Source data -

-.-.-

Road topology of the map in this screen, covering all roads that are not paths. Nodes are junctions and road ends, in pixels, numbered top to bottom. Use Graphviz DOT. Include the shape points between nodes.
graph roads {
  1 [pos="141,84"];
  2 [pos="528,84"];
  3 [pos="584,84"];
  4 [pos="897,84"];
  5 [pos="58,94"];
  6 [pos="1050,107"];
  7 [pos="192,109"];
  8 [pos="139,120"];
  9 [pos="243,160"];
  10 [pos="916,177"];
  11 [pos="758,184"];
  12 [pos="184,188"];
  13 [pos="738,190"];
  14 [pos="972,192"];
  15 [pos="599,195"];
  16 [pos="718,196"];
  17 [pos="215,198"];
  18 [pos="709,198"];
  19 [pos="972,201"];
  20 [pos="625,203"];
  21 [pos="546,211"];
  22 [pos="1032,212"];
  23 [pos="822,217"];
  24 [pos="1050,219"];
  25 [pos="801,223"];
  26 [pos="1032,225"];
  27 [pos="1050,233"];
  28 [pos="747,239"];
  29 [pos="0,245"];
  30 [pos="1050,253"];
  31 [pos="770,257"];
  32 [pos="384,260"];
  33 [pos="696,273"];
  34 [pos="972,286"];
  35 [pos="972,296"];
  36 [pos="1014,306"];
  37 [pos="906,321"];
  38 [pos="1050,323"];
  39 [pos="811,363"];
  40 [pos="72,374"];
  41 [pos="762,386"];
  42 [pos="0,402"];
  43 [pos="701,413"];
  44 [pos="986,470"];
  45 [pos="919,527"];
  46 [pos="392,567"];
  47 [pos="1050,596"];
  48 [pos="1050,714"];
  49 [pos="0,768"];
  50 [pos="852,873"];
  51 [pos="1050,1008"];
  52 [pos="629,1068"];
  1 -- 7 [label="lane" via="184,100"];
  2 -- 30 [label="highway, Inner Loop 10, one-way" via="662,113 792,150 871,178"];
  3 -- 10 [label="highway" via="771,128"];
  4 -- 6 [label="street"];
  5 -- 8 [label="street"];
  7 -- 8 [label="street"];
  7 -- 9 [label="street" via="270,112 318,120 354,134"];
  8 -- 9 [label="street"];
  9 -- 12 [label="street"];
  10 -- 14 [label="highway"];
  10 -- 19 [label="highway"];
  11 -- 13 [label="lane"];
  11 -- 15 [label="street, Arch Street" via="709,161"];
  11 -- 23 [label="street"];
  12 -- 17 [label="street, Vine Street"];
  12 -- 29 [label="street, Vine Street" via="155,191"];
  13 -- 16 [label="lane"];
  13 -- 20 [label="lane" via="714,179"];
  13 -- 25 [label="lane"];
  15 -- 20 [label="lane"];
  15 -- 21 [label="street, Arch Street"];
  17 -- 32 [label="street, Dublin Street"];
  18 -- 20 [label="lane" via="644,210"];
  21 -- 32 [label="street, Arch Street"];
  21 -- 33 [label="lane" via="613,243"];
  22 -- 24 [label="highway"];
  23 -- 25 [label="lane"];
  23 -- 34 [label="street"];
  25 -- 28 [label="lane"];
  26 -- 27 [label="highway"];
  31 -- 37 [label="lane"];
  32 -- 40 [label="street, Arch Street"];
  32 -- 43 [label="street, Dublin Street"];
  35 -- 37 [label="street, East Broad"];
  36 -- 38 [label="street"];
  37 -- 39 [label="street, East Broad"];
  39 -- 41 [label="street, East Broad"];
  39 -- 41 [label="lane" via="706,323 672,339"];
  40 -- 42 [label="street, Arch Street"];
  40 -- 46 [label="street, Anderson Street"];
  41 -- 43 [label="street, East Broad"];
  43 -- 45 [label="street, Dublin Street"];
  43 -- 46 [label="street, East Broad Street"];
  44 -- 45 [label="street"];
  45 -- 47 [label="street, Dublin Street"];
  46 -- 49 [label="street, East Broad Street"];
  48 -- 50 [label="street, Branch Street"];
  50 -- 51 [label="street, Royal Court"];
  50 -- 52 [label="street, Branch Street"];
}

-.-.-

Assignment -
Output the data exactly, in full.

Answer to this problem -
Road topology of the map in this screen, covering all roads that are not paths. Nodes are junctions and road ends, in pixels, numbered top to bottom. Use Graphviz DOT. Include the shape points between nodes.
graph roads {
  1 [pos="141,84"];
  2 [pos="528,84"];
  3 [pos="584,84"];
  4 [pos="897,84"];
  5 [pos="58,94"];
  6 [pos="1050,107"];
  7 [pos="192,109"];
  8 [pos="139,120"];
  9 [pos="243,160"];
  10 [pos="916,177"];
  11 [pos="758,184"];
  12 [pos="184,188"];
  13 [pos="738,190"];
  14 [pos="972,192"];
  15 [pos="599,195"];
  16 [pos="718,196"];
  17 [pos="215,198"];
  18 [pos="709,198"];
  19 [pos="972,201"];
  20 [pos="625,203"];
  21 [pos="546,211"];
  22 [pos="1032,212"];
  23 [pos="822,217"];
  24 [pos="1050,219"];
  25 [pos="801,223"];
  26 [pos="1032,225"];
  27 [pos="1050,233"];
  28 [pos="747,239"];
  29 [pos="0,245"];
  30 [pos="1050,253"];
  31 [pos="770,257"];
  32 [pos="384,260"];
  33 [pos="696,273"];
  34 [pos="972,286"];
  35 [pos="972,296"];
  36 [pos="1014,306"];
  37 [pos="906,321"];
  38 [pos="1050,323"];
  39 [pos="811,363"];
  40 [pos="72,374"];
  41 [pos="762,386"];
  42 [pos="0,402"];
  43 [pos="701,413"];
  44 [pos="986,470"];
  45 [pos="919,527"];
  46 [pos="392,567"];
  47 [pos="1050,596"];
  48 [pos="1050,714"];
  49 [pos="0,768"];
  50 [pos="852,873"];
  51 [pos="1050,1008"];
  52 [pos="629,1068"];
  1 -- 7 [label="lane" via="184,100"];
  2 -- 30 [label="highway, Inner Loop 10, one-way" via="662,113 792,150 871,178"];
  3 -- 10 [label="highway" via="771,128"];
  4 -- 6 [label="street"];
  5 -- 8 [label="street"];
  7 -- 8 [label="street"];
  7 -- 9 [label="street" via="270,112 318,120 354,134"];
  8 -- 9 [label="street"];
  9 -- 12 [label="street"];
  10 -- 14 [label="highway"];
  10 -- 19 [label="highway"];
  11 -- 13 [label="lane"];
  11 -- 15 [label="street, Arch Street" via="709,161"];
  11 -- 23 [label="street"];
  12 -- 17 [label="street, Vine Street"];
  12 -- 29 [label="street, Vine Street" via="155,191"];
  13 -- 16 [label="lane"];
  13 -- 20 [label="lane" via="714,179"];
  13 -- 25 [label="lane"];
  15 -- 20 [label="lane"];
  15 -- 21 [label="street, Arch Street"];
  17 -- 32 [label="street, Dublin Street"];
  18 -- 20 [label="lane" via="644,210"];
  21 -- 32 [label="street, Arch Street"];
  21 -- 33 [label="lane" via="613,243"];
  22 -- 24 [label="highway"];
  23 -- 25 [label="lane"];
  23 -- 34 [label="street"];
  25 -- 28 [label="lane"];
  26 -- 27 [label="highway"];
  31 -- 37 [label="lane"];
  32 -- 40 [label="street, Arch Street"];
  32 -- 43 [label="street, Dublin Street"];
  35 -- 37 [label="street, East Broad"];
  36 -- 38 [label="street"];
  37 -- 39 [label="street, East Broad"];
  39 -- 41 [label="street, East Broad"];
  39 -- 41 [label="lane" via="706,323 672,339"];
  40 -- 42 [label="street, Arch Street"];
  40 -- 46 [label="street, Anderson Street"];
  41 -- 43 [label="street, East Broad"];
  43 -- 45 [label="street, Dublin Street"];
  43 -- 46 [label="street, East Broad Street"];
  44 -- 45 [label="street"];
  45 -- 47 [label="street, Dublin Street"];
  46 -- 49 [label="street, East Broad Street"];
  48 -- 50 [label="street, Branch Street"];
  50 -- 51 [label="street, Royal Court"];
  50 -- 52 [label="street, Branch Street"];
}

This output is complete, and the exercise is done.